**REQUIRED ACTION**
In the material below, tally the lines that include the string "where", then write down only the total.
BEGIN MATERIAL FOR THE TASK
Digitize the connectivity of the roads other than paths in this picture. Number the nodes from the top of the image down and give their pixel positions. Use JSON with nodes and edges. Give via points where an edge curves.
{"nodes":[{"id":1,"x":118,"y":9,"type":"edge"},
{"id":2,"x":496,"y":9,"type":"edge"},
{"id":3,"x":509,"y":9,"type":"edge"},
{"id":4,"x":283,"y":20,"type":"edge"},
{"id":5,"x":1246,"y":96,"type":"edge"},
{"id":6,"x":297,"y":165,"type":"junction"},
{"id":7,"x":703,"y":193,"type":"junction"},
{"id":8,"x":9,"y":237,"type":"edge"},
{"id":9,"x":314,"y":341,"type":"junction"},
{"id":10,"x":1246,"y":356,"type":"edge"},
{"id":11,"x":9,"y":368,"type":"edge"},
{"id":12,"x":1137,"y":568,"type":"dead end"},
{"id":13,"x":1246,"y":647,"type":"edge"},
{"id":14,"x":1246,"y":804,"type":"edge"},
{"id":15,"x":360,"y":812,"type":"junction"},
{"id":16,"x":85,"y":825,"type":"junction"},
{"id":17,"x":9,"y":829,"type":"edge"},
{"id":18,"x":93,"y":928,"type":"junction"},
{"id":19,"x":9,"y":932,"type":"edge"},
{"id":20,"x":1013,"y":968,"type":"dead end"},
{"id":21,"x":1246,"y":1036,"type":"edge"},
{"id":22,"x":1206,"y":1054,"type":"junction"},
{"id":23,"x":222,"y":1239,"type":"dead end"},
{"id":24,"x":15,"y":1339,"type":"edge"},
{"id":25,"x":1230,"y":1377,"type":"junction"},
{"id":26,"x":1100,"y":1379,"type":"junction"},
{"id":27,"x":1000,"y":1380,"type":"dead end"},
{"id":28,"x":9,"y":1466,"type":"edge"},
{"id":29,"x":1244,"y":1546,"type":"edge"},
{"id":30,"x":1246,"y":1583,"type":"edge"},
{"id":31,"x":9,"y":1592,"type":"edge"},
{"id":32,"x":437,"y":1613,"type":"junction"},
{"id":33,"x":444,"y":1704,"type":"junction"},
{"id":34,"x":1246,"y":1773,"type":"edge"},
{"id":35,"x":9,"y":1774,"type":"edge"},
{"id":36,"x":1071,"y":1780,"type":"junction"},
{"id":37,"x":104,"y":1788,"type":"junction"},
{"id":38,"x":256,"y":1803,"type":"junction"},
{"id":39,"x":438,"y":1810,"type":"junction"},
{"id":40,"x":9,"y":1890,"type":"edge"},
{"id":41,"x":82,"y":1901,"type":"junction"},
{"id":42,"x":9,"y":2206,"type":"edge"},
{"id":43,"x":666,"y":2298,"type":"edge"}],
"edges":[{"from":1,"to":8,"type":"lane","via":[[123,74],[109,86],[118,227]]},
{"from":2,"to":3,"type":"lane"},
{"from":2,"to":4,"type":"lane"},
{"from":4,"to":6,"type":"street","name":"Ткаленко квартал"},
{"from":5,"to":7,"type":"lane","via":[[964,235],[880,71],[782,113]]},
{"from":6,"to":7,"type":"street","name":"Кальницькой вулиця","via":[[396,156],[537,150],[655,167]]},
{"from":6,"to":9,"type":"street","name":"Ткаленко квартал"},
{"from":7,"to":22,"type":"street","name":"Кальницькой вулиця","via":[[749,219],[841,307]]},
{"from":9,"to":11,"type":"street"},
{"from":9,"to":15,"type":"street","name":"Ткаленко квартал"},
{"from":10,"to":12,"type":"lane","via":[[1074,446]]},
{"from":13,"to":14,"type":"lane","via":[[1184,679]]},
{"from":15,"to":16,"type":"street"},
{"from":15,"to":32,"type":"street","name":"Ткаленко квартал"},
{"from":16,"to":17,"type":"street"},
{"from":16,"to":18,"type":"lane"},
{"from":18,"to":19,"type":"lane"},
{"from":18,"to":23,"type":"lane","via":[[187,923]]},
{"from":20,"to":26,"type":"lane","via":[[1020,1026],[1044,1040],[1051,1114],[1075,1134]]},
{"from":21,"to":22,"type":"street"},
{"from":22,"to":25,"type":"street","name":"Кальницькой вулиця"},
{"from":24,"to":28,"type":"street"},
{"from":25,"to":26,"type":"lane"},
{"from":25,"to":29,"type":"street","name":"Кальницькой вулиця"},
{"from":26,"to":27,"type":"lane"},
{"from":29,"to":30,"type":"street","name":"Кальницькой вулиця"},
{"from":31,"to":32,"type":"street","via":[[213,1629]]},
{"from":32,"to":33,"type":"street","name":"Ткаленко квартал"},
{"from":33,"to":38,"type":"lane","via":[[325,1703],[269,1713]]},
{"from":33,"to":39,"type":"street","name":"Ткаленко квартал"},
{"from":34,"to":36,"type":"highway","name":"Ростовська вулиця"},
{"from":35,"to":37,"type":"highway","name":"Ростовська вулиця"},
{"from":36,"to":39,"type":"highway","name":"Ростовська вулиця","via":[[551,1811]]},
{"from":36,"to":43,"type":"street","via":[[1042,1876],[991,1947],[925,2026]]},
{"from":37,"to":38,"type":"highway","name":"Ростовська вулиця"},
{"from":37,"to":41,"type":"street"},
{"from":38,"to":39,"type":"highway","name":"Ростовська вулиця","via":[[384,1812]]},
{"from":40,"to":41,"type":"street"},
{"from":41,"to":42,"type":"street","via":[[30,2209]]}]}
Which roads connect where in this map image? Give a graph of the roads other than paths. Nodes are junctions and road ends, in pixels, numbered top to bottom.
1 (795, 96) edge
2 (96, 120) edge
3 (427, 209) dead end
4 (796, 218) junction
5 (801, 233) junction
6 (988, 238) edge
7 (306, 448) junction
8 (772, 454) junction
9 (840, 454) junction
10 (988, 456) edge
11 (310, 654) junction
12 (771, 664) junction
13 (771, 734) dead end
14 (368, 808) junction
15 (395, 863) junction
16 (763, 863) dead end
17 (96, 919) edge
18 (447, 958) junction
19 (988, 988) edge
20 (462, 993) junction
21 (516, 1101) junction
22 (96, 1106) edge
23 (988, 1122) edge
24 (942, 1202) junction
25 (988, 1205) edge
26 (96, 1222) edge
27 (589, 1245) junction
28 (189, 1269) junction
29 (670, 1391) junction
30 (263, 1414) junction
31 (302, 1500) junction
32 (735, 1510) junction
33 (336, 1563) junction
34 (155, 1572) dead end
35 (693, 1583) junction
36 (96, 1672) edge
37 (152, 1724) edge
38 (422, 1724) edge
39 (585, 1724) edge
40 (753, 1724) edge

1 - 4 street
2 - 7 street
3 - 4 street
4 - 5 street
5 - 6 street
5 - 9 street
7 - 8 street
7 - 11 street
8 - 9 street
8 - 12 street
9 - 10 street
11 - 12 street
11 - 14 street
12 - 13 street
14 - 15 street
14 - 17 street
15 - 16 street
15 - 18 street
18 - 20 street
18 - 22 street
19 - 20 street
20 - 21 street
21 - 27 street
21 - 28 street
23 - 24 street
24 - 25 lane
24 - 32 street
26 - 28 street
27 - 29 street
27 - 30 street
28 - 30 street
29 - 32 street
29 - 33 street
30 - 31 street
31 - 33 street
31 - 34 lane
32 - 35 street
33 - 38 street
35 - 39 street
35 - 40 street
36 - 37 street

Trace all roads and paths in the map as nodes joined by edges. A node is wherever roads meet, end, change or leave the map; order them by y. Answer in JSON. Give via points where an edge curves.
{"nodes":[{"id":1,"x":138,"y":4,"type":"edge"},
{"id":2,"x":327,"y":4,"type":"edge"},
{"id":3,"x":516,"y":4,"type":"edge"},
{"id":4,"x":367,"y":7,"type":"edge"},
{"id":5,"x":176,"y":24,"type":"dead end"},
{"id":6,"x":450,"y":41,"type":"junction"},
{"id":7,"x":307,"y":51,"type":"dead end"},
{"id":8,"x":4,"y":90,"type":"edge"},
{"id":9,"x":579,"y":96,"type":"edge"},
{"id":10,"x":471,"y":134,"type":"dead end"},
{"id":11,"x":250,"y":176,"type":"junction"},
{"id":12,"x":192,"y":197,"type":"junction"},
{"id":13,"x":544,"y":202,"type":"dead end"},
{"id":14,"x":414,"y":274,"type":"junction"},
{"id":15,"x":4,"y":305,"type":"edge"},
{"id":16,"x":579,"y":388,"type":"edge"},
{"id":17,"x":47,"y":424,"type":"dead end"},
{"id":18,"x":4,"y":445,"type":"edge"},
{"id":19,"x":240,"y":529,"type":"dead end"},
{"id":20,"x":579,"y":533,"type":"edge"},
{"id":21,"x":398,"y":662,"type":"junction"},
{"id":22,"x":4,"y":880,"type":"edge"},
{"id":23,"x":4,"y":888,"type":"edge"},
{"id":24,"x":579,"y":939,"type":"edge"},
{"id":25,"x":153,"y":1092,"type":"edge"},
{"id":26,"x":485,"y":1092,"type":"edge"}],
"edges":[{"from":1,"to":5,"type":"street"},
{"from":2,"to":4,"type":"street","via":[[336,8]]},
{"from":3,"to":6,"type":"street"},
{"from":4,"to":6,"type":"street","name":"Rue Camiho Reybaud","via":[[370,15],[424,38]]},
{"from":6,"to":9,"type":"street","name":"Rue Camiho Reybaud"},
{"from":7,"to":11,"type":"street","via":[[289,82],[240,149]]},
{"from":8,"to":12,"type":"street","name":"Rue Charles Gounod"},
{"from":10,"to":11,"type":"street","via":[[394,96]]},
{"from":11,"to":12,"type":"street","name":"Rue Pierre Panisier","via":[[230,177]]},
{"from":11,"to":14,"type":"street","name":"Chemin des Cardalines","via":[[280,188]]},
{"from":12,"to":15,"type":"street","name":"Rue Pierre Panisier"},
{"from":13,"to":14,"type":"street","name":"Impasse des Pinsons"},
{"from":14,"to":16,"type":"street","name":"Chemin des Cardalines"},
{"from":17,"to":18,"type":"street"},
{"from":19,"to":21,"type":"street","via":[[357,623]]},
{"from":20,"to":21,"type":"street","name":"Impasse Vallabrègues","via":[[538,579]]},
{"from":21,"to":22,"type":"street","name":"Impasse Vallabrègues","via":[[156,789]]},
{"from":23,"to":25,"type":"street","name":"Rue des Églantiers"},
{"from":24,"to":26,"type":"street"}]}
END MATERIAL FOR THE TASK
**ANSWER FOR THE TASK**
3